Problem to solve:
Everything from the line containing "0 0 0 0 .09" through the line containing "M421,0C409,20 411,26 429,41" in the listing below should be copied exactly, and nothing more.

### Task input

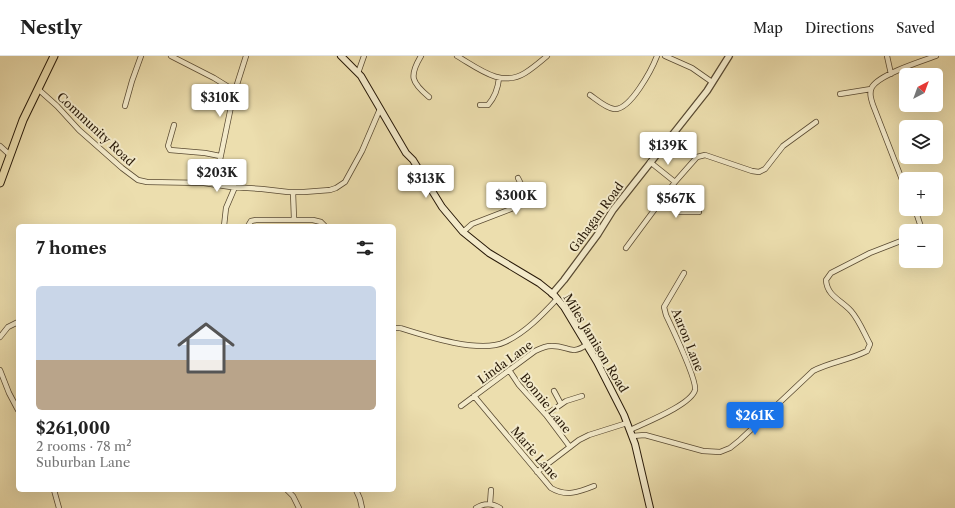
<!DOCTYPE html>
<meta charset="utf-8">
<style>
:root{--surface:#fff;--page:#f6f6f6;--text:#222;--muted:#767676;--line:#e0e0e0;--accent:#1a73e8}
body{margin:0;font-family:"Libre Caslon Text",serif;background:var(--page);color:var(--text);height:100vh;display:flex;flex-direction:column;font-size:15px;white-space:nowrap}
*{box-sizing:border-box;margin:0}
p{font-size:13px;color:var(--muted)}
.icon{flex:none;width:22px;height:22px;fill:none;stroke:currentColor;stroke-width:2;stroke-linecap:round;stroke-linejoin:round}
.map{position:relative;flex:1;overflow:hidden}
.side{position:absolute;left:16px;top:168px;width:380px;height:268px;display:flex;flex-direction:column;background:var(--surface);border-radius:6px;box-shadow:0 4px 16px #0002}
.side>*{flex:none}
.needle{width:26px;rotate:41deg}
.fabs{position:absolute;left:899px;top:12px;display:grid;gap:8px}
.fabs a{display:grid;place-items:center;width:44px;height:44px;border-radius:6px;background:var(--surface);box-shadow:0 4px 16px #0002;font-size:20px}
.price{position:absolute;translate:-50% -34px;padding:0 9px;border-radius:4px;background:#fff;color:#222;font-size:13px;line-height:26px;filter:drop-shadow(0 1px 2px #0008)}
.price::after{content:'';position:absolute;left:50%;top:24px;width:12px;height:9px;margin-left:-6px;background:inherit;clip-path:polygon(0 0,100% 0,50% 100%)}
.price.on{background:var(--accent);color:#fff}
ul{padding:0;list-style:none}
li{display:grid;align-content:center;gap:8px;height:212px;padding:0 20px}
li+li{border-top:1px solid var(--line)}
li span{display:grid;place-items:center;height:124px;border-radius:6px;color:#555}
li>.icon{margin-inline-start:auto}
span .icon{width:72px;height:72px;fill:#fffc;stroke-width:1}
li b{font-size:17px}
h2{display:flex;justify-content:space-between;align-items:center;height:48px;padding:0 20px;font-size:17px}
header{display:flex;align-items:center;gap:24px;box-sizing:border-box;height:56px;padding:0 20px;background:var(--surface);border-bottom:1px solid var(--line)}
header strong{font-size:19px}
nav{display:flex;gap:22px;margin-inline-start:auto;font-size:14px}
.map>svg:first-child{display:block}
</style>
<header>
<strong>Nestly</strong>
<nav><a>Map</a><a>Directions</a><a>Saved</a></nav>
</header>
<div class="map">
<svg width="955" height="452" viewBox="0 0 955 452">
<rect width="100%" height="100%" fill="#ecdeae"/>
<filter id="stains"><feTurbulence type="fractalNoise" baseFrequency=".005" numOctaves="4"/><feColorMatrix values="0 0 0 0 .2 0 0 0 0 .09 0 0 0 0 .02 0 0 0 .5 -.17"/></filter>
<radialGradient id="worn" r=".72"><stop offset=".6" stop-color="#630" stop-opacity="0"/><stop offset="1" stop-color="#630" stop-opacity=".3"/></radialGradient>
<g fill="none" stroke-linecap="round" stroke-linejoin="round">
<defs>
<path id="minor" d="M171,0L214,22L235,35
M421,0C409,20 411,26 429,41
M457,0C478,12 501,32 525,17C533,12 540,6 547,0
M665,0L692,12L712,26
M887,0L891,18
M358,17L364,0
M38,33L57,50L79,74L122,112L138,124L147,126L204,127L231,131L262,133L288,136H304L330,134L336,132L345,126L362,95L380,53
M840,38L871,33
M590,39C597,44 606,52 614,53C630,55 652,13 657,0
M480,49H488C495,41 498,33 499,22
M125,50L132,25L141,0
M174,69L168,90L170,94L205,97L220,100
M0,90L10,99
M650,106L675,126
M215,128L233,41L246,0
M906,134L873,49C871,43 869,37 872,31C880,18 922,5 936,0
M293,136L294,163
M663,143L679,156H699
M915,153L921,171V175
M224,170L226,152L235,131
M248,170L251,165L256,164H313L321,166L325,170
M463,176L472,168L511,153L524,143L525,136L518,122
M626,192L675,126L697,101L705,99L752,115L759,116L765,113L783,90L816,66
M394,272H400C425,280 480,298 505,286C525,277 542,259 557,243
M0,281L8,271L18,266
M0,314L9,337L18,354
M509,314L519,329L546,359L570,391
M554,335L561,348
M474,340L551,432C566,441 579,436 594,430
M461,350L535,295C541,292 546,290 551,290C567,289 571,300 586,289
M546,359L566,345L582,340
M630,374C644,367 691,349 695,334C697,323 672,272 666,259L664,251L684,217
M632,380L645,379L703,395L720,396L730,392L740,384L813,315C830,306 850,304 867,295L870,288C864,277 859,264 851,255C841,244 827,240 826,224L831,217L870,197L906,183
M537,416L579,384L589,379L627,367
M54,434L59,452
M287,434L293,440L299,452
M356,434L360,443L362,452
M490,448L491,434
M476,452C484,447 492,447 500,452"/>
<path id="tertiary" d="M552,238L564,224L598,178L613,154L707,35L729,0"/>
<path id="secondary" d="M341,0L361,20L406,97L413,104L442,151L463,176L489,197L539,227L554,239L564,251L597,306L624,359L635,388L650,452"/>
<path id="primary" d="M0,127L23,64L54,0"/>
</defs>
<use href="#minor" stroke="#594a32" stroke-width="6"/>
<use href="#tertiary" stroke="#594a32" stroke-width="8"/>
<use href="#secondary" stroke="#281908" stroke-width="8"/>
<use href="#primary" stroke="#281908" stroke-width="9"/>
<use href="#minor" stroke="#f3eaca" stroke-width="4.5"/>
<use href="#tertiary" stroke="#f3eaca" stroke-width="5.5"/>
<use href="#secondary" stroke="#f3eaca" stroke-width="6"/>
<use href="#primary" stroke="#ecdeae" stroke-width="7"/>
</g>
<g text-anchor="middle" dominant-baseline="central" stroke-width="4" stroke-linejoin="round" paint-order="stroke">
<g font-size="12" fill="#281908" stroke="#f3eaca">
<text transform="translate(96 73) rotate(43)">Community Road</text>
<text transform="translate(596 161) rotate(-54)">Gahagan Road</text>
<text transform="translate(688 284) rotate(68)">Aaron Lane</text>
<text transform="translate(596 287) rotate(59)">Miles Jamison Road</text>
<text transform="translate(505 306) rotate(-36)">Linda Lane</text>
<text transform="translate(546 347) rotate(51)">Bonnie Lane</text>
<text transform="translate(535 397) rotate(49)">Marie Lane</text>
</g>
</g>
<rect width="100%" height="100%" filter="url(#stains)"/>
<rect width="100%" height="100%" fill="url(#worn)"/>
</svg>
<div class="fabs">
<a><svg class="needle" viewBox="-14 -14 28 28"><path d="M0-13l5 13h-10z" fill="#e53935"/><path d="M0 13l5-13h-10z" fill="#767676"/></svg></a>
<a><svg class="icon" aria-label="layers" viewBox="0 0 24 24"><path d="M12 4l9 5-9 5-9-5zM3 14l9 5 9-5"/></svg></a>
<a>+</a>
<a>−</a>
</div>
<b class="price" style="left:220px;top:62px">$310K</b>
<b class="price" style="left:668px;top:110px">$139K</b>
<b class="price" style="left:217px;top:137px">$203K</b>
<b class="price" style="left:426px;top:143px">$313K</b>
<b class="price" style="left:516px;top:160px">$300K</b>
<b class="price" style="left:676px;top:163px">$567K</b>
<b class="price on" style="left:755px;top:380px">$261K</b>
<section class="side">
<h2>7 homes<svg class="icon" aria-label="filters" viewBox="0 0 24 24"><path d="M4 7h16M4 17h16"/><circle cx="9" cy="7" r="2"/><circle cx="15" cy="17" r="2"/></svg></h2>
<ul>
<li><span style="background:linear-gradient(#c9d6e8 60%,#b9a48a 0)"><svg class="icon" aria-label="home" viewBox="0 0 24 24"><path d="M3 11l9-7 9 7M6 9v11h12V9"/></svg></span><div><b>$261,000</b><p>2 rooms · 78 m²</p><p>Suburban Lane</p></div></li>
</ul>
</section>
</div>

######

Answer to this task:
<filter id="stains"><feTurbulence type="fractalNoise" baseFrequency=".005" numOctaves="4"/><feColorMatrix values="0 0 0 0 .2 0 0 0 0 .09 0 0 0 0 .02 0 0 0 .5 -.17"/></filter>
<radialGradient id="worn" r=".72"><stop offset=".6" stop-color="#630" stop-opacity="0"/><stop offset="1" stop-color="#630" stop-opacity=".3"/></radialGradient>
<g fill="none" stroke-linecap="round" stroke-linejoin="round">
<defs>
<path id="minor" d="M171,0L214,22L235,35
M421,0C409,20 411,26 429,41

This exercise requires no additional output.